[Haskell-cafe] ANNOUNCE: Sylvia, a lambda calculus visualizer

Chris Wong chrisyco+haskell-cafe at gmail.com
Tue Oct 2 07:04:48 CEST 2012


On Tue, Oct 2, 2012 at 3:23 PM, Conrad Parker <conrad at metadecks.org> wrote:
> Nice, it builds and runs fine for me. Perhaps you could include a few
> more example commandlines to get started?  Running without arguments
> (as the README.mkd suggests) just prints the help text.

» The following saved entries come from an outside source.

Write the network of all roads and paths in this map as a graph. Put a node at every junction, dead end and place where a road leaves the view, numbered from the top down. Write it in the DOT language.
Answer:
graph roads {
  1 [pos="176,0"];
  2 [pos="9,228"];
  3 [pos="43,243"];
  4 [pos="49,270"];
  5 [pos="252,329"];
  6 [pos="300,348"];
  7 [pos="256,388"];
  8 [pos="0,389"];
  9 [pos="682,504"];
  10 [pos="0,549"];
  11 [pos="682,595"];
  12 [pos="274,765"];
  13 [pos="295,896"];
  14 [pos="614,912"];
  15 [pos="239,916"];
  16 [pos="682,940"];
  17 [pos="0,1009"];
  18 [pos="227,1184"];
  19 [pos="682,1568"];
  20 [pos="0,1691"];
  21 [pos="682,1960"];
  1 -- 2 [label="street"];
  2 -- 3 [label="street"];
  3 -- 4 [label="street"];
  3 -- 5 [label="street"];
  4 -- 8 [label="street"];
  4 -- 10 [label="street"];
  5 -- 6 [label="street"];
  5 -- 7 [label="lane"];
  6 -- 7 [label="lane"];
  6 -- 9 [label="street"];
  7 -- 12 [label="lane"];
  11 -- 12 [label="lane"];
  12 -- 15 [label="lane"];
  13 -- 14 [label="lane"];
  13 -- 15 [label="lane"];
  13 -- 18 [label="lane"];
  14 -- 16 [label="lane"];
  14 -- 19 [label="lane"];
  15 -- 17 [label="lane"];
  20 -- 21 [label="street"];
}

Thanks for pointing that out! I've added an examples page at

<https://github.com/lfairy/sylvia/wiki/Examples>

>> This is still in very early alpha, but it renders a fair number of
>> combinators correctly. I plan to add animated reduction (once I figure
>> out how to do it), and eventually develop this into a sandbox game of
>> some sort. I'm hoping to get some comments and ideas on how I can take
>> it from here.
>
> I'd love to see a game which incrementally teaches reduction and
> expansion steps in the way that DragonBox [http://dragonboxapp.com/]
> teaches algebra. That would be a learning mode like Angry Birds, where
> new combinator birds are introduced every few levels and a small
> selection of useful birds are provided to help solve each level.

Interesting! I'll have a closer look at it when I have the time.

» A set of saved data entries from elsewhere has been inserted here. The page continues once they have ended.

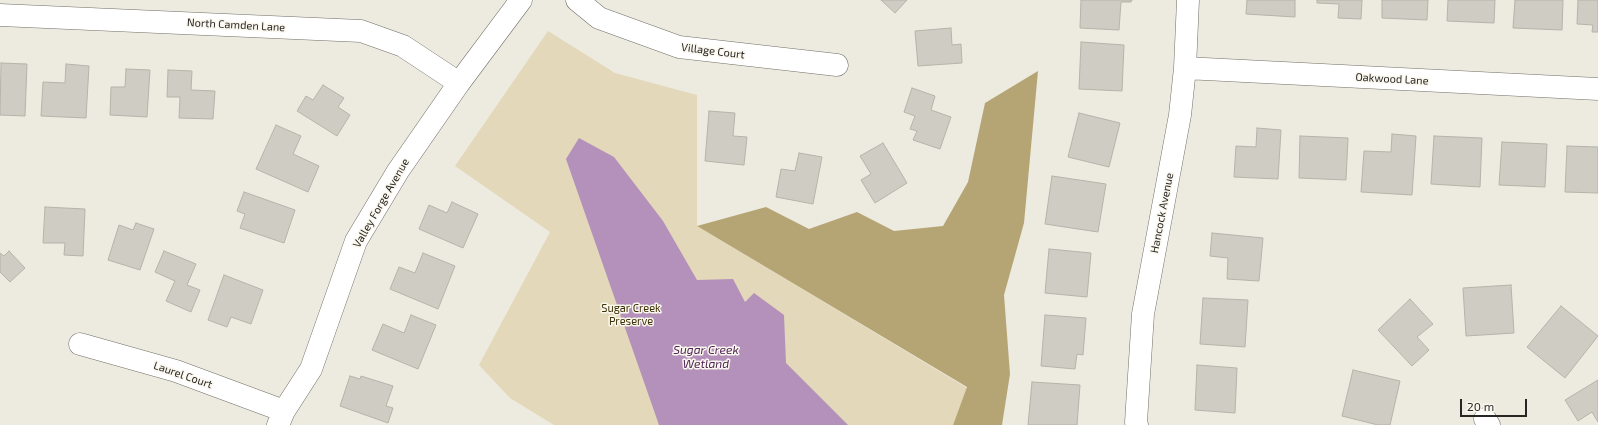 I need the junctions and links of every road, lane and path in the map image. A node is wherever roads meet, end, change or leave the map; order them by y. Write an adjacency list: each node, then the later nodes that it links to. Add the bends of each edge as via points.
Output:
1 (521, 0): 7 (street, Valley Forge Avenue)
2 (577, 0): 5 (street, Village Court, via 598,18 679,47)
3 (1188, 0): 6 (street, Hancock Avenue)
4 (0, 15): 7 (street, North Camden Lane, via 361,31 403,46)
5 (837, 65)
6 (1185, 68): 8 (street, Oakwood Lane); 11 (street, Hancock Avenue, via 1180,115 1143,314)
7 (459, 83): 10 (street, Valley Forge Avenue, via 398,171 356,242 311,369)
8 (1598, 89)
9 (80, 344): 10 (street, Laurel Court, via 176,371)
10 (281, 418)
11 (1137, 425)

> (Lambda calculus really should be a kids' game, grown-ups always make
> it seem more complex than it is).

That's exactly the point I'm trying to make :)

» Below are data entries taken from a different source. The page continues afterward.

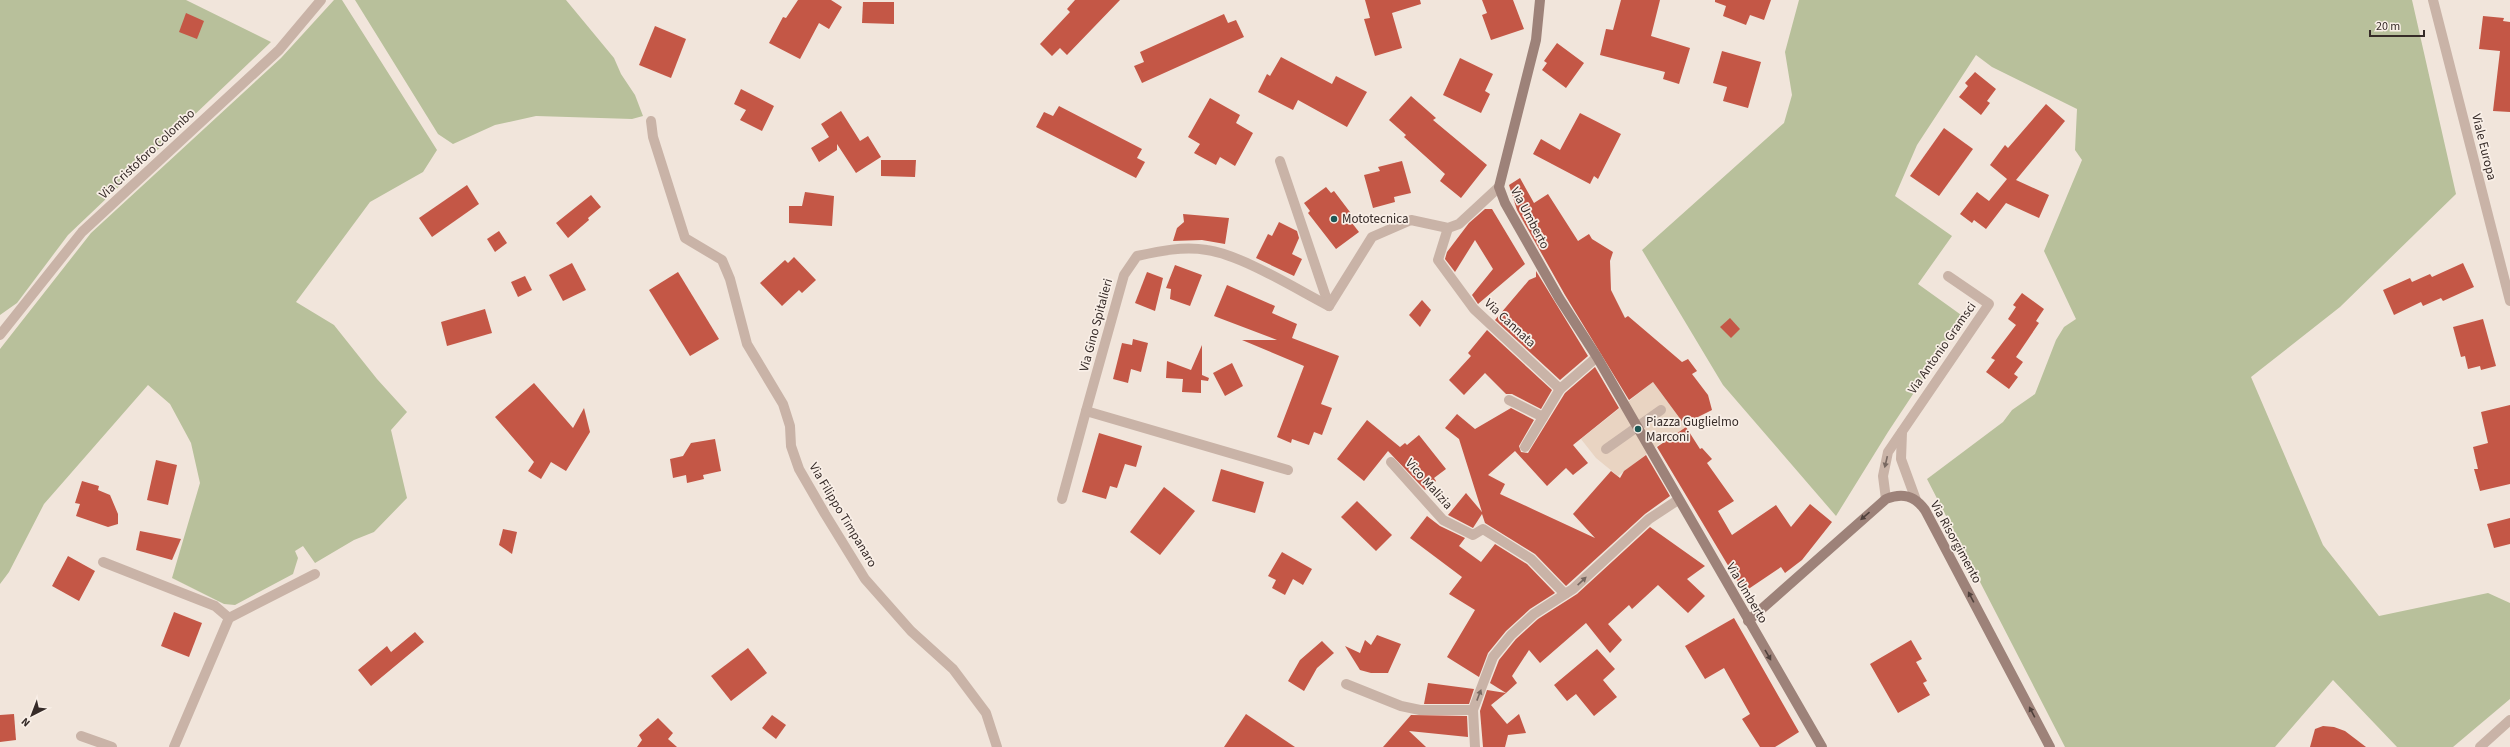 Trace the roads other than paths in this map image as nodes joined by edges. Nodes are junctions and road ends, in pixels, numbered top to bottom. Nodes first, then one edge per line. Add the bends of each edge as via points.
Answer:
1 (321, 0) edge
2 (1540, 0) edge
3 (2433, 0) edge
4 (651, 121) dead end
5 (1280, 161) dead end
6 (1499, 187) junction
7 (1448, 228) junction
8 (1948, 276) dead end
9 (2510, 301) edge
10 (1329, 306) junction
11 (0, 335) edge
12 (1597, 357) junction
13 (1560, 389) junction
14 (1509, 400) dead end
15 (1661, 410) dead end
16 (1086, 411) junction
17 (1543, 417) junction
18 (1637, 428) junction
19 (1903, 428) junction
20 (1525, 447) dead end
21 (1606, 449) dead end
22 (1391, 462) dead end
23 (1288, 470) dead end
24 (1062, 499) dead end
25 (1886, 499) junction
26 (1678, 500) junction
27 (1916, 500) junction
28 (103, 562) dead end
29 (315, 574) dead end
30 (1565, 594) junction
31 (229, 618) junction
32 (1748, 621) junction
33 (1346, 684) dead end
34 (1473, 710) junction
35 (2510, 720) edge
36 (81, 736) dead end
37 (1475, 743) edge
38 (112, 747) edge
39 (174, 747) edge
40 (996, 747) edge
41 (1466, 747) edge
42 (1822, 747) edge
43 (2050, 747) edge
44 (2480, 747) edge

1 - 11 street, Via Cristoforo Colombo via 279,50 82,232
2 - 6 main road, Via Umberto via 1536,40
3 - 9 street, Viale Europa
4 - 40 street, Via Filippo Timpanaro via 653,137 684,238 722,260 730,279 747,344 783,404 799,469 865,579 911,631 953,669 986,713
5 - 10 street
6 - 7 street via 1459,224
6 - 12 main road, Via Umberto via 1505,203 1559,298
7 - 10 street via 1412,220 1372,237
7 - 13 street, Via Cannata via 1438,260 1474,309
8 - 19 street, Via Antonio Gramsci via 1989,304
10 - 16 street, Via Gino Spitalieri via 1230,256 1206,250 1171,248 1137,256 1124,275
12 - 13 street
12 - 18 main road, Via Umberto
13 - 17 street
14 - 17 street
15 - 18 street
16 - 23 street
16 - 24 street, Via Gino Spitalieri
17 - 20 street
18 - 21 street
18 - 26 main road, Via Umberto
19 -> 25 street via 1888,452 1883,476
19 - 27 street via 1901,459
22 - 30 street, Vico Malizia via 1443,520 1472,535 1483,529 1512,546 1531,559
25 - 27 main road, Via Risorgimento via 1902,495
25 -> 32 main road
30 -> 26 street via 1649,519
26 - 32 main road, Via Umberto
43 -> 27 main road, Via Risorgimento via 1925,510
28 - 31 street via 215,606
29 - 31 street
34 -> 30 street via 1493,657 1511,635 1534,614
31 - 39 street
32 -> 42 main road, Via Umberto
33 - 34 street via 1401,706 1420,710
34 - 37 street
35 - 44 street
36 - 38 street
37 - 41 street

Heck, lambda calculus is just as simple as natural numbers (if not
simpler), yet people learn the former at university and the latter a
few months after they're born.

I think the difference is in the way they are taught. Want to teach
someone about numbers? Here's one orange. Here's two oranges. And look
-- put them together, and you get three.

Want to teach someone lambda calculus? Give 'em a textbook, and an
hour-long lecture about programming language theory.

The result doesn't surprise me one bit.

> Conrad.

On Tue, Oct 2, 2012 at 4:16 PM, Alistair Bayley <alistair at abayley.org> wrote:
> Not sure if it's what you're after, but I was reminded of this (models
> untyped lambda calculus):
>   http://worrydream.com/AlligatorEggs/

Thanks -- I've tried that before, and unfortunately it suffers the
same problem I've had with many other visualizations. Because it uses
colors to refer to variables, we end up with two problems:

1. Color blind people can't play it.

2. More subtly: colors -> absolute variable names -> lots of alpha
conversion. Alligators eating each other is fun. Swapping alligators
frantically to stop accidental capture is not.